Swift Parameter-free Attention Network for Efficient Super-Resolution
Cheng Wan, Hongyuan Yu, Zhiqi Li, Yihang Chen, Yajun Zou, Yuqing Liu, Xuanwu Yin, Kunlong Zuo
TL;DR
The paper tackles the efficiency limits of attention-based single-image super-resolution by introducing SPAN, a Swift Parameter-free Attention Network that uses a parameter-free attention mechanism. Attention maps are produced directly from convolutional outputs using an origin-symmetric activation $\sigma_a$, with residual connections forming the SPAB blocks that yield $O_i=U_i\odot V_i$ where $U_i=O_{i-1}\oplus H_i$ and $V_i=\sigma_a(H_i)$. The architecture stacks six SPABs with fusion and PixelShuffle upsampling, and employs re-parameterization to boost inference speed. Empirically, SPAN achieves state-of-the-art quality-speed trade-offs on multiple benchmarks, including NTIRE 2024 where it won both the overall and runtime tracks, while using substantially fewer parameters than baselines. These results suggest that parameter-free attention with symmetric activations and residuals can deliver competitive SR performance with practical efficiency, with potential applicability to other vision tasks.
Abstract
Single Image Super-Resolution (SISR) is a crucial task in low-level computer vision, aiming to reconstruct high-resolution images from low-resolution counterparts.

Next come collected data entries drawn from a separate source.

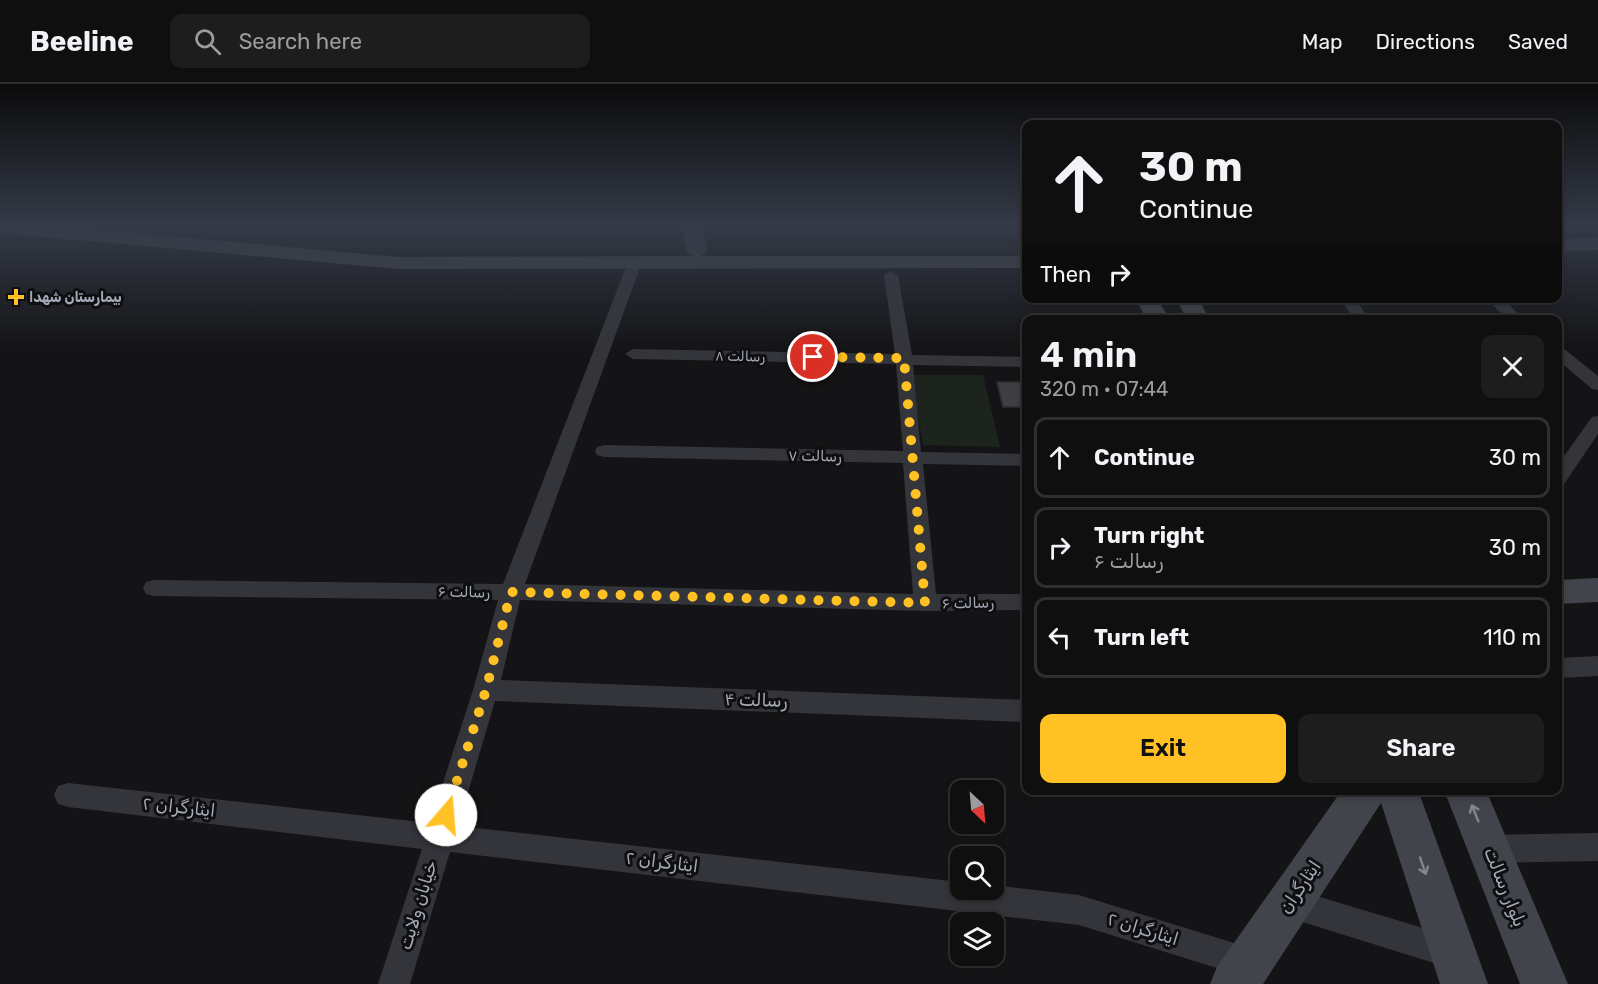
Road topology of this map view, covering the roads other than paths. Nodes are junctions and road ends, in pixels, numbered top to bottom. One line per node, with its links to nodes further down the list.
1 (633, 266): 19 (street, خیابان ولایت)
2 (891, 275): 9 (street)
3 (1350, 303): 5 (street)
4 (1498, 303): 6 (street)
5 (1359, 315)
6 (1512, 315)
7 (633, 354): 9 (street, رسالت ۸)
8 (1562, 355): 11 (street)
9 (904, 358): 10 (street, رسالت ۸); 14 (street)
10 (1022, 362)
11 (1598, 385)
12 (1598, 421): 16 (street)
13 (604, 451): 14 (street, رسالت ۷)
14 (912, 459): 15 (street, رسالت ۷); 22 (street)
15 (1022, 459)
16 (1562, 473)
17 (154, 588): 19 (street, رسالت ۶)
18 (1598, 590): 20 (main road)
19 (511, 592): 22 (street, رسالت ۶); 25 (street, خیابان ولایت)
20 (1562, 592)
21 (1022, 602): 22 (street, رسالت ۶)
22 (925, 603)
23 (1598, 666): 24 (street)
24 (1562, 668)
25 (486, 690): 26 (street, رسالت ۴); 31 (street, خیابان ولایت)
26 (1022, 711)
27 (68, 795): 31 (street, ایثارگران ۲)
28 (1363, 795): 34 (main road, ایثارگران)
29 (1399, 795): 35 (main road, one-way to 35)
30 (1467, 795): 33 (main road, بلوار رسالت, one-way to 30)
31 (439, 836): 36 (street, ایثارگران ۲); 37 (street, خیابان ولایت)
32 (1598, 847): 33 (street)
33 (1489, 849): 38 (main road, بلوار رسالت)
34 (1290, 903): 35 (street); 36 (main road, ایثارگران)
35 (1459, 968)
36 (1242, 973)
37 (394, 984)
38 (1544, 984)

Conventional attention mechanisms have significantly improved SISR performance but often result in complex network structures and large number of parameters, leading to slow inference speed and large model size. To address this issue, we propose the Swift Parameter-free Attention Network (SPAN), a highly efficient SISR model that balances parameter count, inference speed, and image quality. SPAN employs a novel parameter-free attention mechanism, which leverages symmetric activation functions and residual connections to enhance high-contribution information and suppress redundant information. Our theoretical analysis demonstrates the effectiveness of this design in achieving the attention mechanism's purpose. We evaluate SPAN on multiple benchmarks, showing that it outperforms existing efficient super-resolution models in terms of both image quality and inference speed, achieving a significant quality-speed trade-off. This makes SPAN highly suitable for real-world applications, particularly in resource-constrained scenarios. Notably, we won the first place both in the overall performance track and runtime track of the NTIRE 2024 efficient super-resolution challenge. Our code and models are made publicly available at https://github.com/hongyuanyu/SPAN.